Mutations are a part of nature. Either trying something new, or trying something different... it seems that the mutation that creates down syndrome was not such a good mutation, and does not help human animals survive.. i never said i thought "nature" was perfect, or that "nature" does not make "mistakes". Just that it keeps trying things different, keeps trying to survive, and to do it's best to preserve itself... even if the preservation is something... "not perfect".


----------



## UncleBuck (Feb 1, 2014)

Zaehet Strife said:


> Mutations are a part of nature. Either trying something new, or trying something different... it seems that the mutation that creates down syndrome was not such a good mutation, and does not help human animals survive.. i never said i thought "nature" was perfect, or that "nature" does not make "mistakes". Just that it keeps trying things different, keeps trying to survive, and to do it's best to preserve itself... even if the preservation is something... "not perfect".


but you said "nature...does whatever it can...[to be] more successful at existing". trisomy 21 seems to contradict that line of thought.

are you saying mutations are intentional rather than random?


----------



## Abiqua (Feb 1, 2014)

Do you mean, does it have intrinsic value or aesthetic value?


----------



## twostrokenut (Feb 1, 2014)

UncleBuck said:


> you said you believed in evolution, which explains what we see. adding unnecessary and dubious moving parts is bad practice.
> 
> if i fall off a ladder and my watch breaks and stops working, should i also posit that there is some evil gremlin who pushed me off the ladder?
> 
> and i can prove that the collective exists, too.


Bad practice by whom?

Are you a victim of gremlins?

I agree you can prove the collective exists, but you can only prove it to yourself. Still does not make it less imaginary.


----------



## UncleBuck (Feb 1, 2014)

twostrokenut said:


> Bad practice by whom?
> 
> Are you a victim of gremlins?
> 
> I agree you can prove the collective exists, but you can only prove it to yourself. Still does not make it less imaginary.

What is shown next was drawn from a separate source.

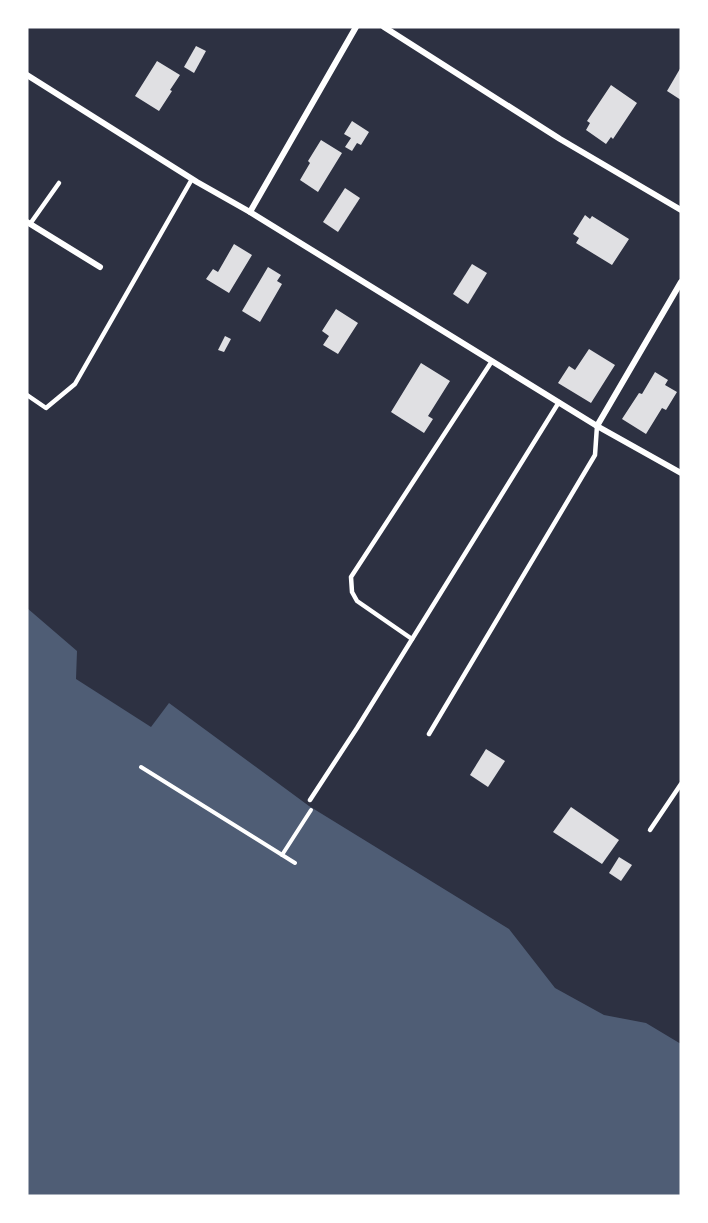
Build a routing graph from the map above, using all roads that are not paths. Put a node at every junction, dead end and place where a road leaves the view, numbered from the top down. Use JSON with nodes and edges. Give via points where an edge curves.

you must be intent on proving your own stupidity and stubbornness now.


----------



## twostrokenut (Feb 1, 2014)

UncleBuck said:


> you must be intent on proving your own stupidity and stubbornness now.


Sure why not. Did you forget how much you own opinion is worth?


----------



## Zaehet Strife (Feb 2, 2014)

UncleBuck said:


> but you said "nature...does whatever it can...[to be] more successful at existing". trisomy 21 seems to contradict that line of thought.
> 
> are you saying mutations are intentional rather than random?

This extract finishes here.